From the get-go, this achievement seems all the more remarkable because the footage Bar-Lev captures of Marla interacting with her younger brother Zane, her dad, and her mother Laura portrays her as an utterly normal child. She is shy and easily distracted, and she cannot or will not speak in complete sentences about her art works. Scenes showing her at work on new canvases involve a lot of squirting and some seemingly uncoordinated smearing but no apparent planning or coordination. Moreover, Bar-Lev is never able to capture her actually finishing something. Then the bottom opens up when Charlie Rose and 60 Minutes come in to do a feature that casts significant doubt on the notion that the paintings have really been made by the child herself.

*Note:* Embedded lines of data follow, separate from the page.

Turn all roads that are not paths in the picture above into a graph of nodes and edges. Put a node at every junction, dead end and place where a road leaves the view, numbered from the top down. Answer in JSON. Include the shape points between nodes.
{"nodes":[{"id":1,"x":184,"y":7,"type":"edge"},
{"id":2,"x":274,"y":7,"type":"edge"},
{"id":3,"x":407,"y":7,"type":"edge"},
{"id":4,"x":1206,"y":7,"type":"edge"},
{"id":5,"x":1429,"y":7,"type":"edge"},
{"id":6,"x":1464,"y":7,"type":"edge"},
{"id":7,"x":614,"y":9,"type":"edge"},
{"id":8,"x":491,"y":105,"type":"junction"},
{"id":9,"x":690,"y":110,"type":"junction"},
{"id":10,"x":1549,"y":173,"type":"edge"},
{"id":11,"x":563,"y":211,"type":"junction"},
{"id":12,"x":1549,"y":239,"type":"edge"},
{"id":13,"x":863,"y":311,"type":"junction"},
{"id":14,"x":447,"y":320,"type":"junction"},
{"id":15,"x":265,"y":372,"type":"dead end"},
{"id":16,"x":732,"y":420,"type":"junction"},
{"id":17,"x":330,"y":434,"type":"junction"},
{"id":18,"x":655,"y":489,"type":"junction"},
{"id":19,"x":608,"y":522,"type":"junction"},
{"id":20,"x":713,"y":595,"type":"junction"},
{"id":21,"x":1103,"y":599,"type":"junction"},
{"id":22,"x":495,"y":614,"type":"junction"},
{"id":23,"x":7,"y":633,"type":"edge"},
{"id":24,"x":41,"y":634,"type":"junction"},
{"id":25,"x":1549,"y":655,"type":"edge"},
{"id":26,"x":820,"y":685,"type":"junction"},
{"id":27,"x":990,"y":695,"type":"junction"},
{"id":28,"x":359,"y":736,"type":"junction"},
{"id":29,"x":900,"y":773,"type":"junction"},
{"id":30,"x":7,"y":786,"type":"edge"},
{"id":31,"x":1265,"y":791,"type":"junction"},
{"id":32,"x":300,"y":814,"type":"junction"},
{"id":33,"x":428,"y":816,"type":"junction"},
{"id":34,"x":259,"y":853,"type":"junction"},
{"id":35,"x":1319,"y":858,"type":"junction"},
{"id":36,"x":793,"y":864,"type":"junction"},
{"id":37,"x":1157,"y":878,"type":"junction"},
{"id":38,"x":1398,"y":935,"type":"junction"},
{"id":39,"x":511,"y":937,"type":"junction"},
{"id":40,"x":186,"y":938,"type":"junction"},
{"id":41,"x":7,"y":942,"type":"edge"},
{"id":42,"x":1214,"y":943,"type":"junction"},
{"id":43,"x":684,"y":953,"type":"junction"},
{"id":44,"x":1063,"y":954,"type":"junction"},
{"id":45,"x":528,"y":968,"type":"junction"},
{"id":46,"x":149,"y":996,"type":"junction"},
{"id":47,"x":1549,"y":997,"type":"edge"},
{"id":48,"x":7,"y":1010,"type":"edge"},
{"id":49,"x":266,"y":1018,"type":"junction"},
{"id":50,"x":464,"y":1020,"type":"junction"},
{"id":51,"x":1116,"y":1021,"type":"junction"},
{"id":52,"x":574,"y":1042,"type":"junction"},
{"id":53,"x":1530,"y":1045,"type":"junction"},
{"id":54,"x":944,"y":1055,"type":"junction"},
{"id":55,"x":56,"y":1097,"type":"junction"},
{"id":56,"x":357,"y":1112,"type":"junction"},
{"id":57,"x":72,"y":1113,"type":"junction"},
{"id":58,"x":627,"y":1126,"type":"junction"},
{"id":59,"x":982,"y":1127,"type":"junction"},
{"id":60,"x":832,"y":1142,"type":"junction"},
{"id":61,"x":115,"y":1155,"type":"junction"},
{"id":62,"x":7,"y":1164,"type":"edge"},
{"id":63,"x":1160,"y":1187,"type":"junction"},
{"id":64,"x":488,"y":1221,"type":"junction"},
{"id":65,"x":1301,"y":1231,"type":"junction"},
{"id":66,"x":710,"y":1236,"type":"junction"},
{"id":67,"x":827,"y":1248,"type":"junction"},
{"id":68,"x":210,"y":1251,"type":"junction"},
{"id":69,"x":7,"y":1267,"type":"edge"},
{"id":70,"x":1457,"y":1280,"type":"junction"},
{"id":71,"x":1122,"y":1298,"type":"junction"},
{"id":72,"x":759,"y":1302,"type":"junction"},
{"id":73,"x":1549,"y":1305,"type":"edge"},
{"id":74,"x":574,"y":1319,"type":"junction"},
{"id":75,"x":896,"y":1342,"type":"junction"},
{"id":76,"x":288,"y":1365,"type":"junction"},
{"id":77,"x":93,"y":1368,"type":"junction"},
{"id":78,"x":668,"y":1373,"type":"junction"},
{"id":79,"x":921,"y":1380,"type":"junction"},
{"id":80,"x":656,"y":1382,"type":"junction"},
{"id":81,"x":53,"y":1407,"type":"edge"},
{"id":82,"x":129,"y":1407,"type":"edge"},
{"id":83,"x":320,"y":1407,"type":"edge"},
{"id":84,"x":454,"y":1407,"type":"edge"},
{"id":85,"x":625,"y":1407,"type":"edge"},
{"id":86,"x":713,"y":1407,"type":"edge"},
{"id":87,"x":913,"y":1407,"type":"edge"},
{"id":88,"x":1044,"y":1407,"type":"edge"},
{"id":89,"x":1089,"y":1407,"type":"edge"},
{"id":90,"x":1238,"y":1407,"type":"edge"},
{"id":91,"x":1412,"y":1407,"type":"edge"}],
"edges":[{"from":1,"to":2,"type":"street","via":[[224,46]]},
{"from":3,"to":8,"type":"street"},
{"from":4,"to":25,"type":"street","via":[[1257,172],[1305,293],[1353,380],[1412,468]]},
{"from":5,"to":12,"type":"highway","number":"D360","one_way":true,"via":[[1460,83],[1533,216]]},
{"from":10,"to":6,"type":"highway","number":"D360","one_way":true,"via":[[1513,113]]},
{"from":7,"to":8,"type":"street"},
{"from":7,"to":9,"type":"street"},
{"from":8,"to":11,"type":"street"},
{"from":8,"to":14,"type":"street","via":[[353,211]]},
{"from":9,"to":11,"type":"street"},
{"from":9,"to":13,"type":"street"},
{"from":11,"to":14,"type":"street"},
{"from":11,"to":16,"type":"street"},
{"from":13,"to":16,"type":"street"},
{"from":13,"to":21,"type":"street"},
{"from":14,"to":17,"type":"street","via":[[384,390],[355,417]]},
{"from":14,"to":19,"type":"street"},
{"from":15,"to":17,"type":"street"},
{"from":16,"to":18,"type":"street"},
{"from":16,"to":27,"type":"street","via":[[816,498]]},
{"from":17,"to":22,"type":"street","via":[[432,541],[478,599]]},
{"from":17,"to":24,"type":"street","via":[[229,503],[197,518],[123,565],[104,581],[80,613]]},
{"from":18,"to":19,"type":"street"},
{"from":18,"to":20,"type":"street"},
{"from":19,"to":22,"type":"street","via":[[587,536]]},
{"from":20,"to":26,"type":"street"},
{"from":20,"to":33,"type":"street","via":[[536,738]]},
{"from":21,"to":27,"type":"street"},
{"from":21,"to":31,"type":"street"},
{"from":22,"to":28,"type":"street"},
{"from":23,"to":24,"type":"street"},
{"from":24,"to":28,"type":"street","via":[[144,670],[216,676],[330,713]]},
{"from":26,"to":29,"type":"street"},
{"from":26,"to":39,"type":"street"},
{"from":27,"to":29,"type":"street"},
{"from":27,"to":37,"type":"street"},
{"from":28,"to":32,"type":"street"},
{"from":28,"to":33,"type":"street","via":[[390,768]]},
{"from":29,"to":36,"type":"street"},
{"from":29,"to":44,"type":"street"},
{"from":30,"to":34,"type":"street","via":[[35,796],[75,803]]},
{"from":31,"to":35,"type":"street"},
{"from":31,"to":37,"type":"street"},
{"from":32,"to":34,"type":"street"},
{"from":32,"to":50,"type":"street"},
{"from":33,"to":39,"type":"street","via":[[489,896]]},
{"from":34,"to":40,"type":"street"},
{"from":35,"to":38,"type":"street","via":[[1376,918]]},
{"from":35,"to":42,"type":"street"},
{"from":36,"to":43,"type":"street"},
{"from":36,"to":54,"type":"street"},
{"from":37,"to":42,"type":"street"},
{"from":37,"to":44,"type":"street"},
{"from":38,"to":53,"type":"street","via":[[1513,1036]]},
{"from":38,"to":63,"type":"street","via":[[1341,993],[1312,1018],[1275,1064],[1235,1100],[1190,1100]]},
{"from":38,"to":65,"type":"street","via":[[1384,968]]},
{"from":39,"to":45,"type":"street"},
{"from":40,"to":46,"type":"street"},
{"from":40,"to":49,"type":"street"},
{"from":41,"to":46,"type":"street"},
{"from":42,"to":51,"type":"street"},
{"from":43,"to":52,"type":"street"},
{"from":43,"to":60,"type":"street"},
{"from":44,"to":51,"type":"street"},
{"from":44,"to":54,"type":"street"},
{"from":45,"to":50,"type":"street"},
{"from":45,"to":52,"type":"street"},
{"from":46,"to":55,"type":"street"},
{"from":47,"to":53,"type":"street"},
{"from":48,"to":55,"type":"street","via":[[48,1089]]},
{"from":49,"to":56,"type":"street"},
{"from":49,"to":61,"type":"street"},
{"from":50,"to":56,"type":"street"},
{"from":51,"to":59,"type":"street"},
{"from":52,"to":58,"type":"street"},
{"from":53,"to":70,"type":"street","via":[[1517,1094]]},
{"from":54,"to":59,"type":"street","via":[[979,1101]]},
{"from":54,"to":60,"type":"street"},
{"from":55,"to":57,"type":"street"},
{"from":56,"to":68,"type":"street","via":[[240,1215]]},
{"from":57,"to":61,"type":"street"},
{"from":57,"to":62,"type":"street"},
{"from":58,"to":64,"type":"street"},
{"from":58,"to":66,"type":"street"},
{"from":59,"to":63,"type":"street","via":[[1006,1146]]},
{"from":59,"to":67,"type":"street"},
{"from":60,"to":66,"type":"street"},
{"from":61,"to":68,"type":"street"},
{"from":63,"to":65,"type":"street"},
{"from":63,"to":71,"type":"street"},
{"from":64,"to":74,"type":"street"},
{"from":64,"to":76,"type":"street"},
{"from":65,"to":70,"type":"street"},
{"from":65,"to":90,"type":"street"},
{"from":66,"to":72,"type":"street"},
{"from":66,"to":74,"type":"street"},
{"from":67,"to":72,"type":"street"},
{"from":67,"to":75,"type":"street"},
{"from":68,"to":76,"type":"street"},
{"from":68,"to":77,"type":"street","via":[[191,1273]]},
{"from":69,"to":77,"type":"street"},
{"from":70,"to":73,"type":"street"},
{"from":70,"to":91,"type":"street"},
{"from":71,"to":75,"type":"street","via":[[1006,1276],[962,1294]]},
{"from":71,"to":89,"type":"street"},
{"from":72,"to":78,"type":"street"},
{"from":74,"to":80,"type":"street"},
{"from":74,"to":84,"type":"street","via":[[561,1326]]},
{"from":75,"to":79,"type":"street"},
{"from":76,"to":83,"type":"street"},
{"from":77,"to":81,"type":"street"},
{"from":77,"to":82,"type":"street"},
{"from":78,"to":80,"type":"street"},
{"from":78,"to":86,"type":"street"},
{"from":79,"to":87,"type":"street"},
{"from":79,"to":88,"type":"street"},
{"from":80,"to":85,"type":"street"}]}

Bar-Lev declares that he came to the Marla project as a believer. The Olmsteads give him full access to Marla and themselves. Mark loves the attention that Marla has garnered and is indignant at any insinuation that her work is a hoax. Laura has more mixed feelings, openly worried that Marla's notoriety will steal her childhood away. Still, she appeals to Bar-Lev to exonerate the Olmsteads from charges that her child's purported work has been at least carefully coached if not outright produced by Mark. This Bar-Lev is unable to do, for try as he might, his persistent camera can simply never capture the child completing anything.
In response to his failure to prove Marla a singular artist, Bar-Lev turns the camera on himself, on 60 Minutes and on the journalists who have inflated the bubble of a little girl's fame. Marla is most certainly an innocent. But everybody else has gotten something out of her story: a publication, a news broadcast, a documentary film. They made her, and even though Bar-Lev refuses to conclude directly that Mark painted her canvases, Bar-Lev and others unmake her. Isn't it all more than a little morally stained?
Along the way, inevitably, the film raises the thorny question of how we judge abstract art. Critic Michael Kimmelman addresses the underlying proposition directly: If a child can do it, isn't all of modern art a fraud? The answer, of course, is no. It isn't a fraud, even if a child could do it, though this particular child, Marla Olmstead, almost certainly has not. But articulating the standard is no easy proposition and certainly beyond the limited art education I have enjoyed. I do, however, take some comfort in the writing of art critic and Jackson Pollock advocate Clement Greenberg, who counseled viewers of abstract art to relax, to surrender expectations of 'meaning" and to let a painting's non-representational assemblage of form and color simply be. He comforted us that we were free to like or not like without fear of contradiction. I don't find those of Marla's paintings exhibited in the film particularly arresting. But others did, and despite the controversy over who really painted them, who is to say that the fans of Marla's paintings are wrong?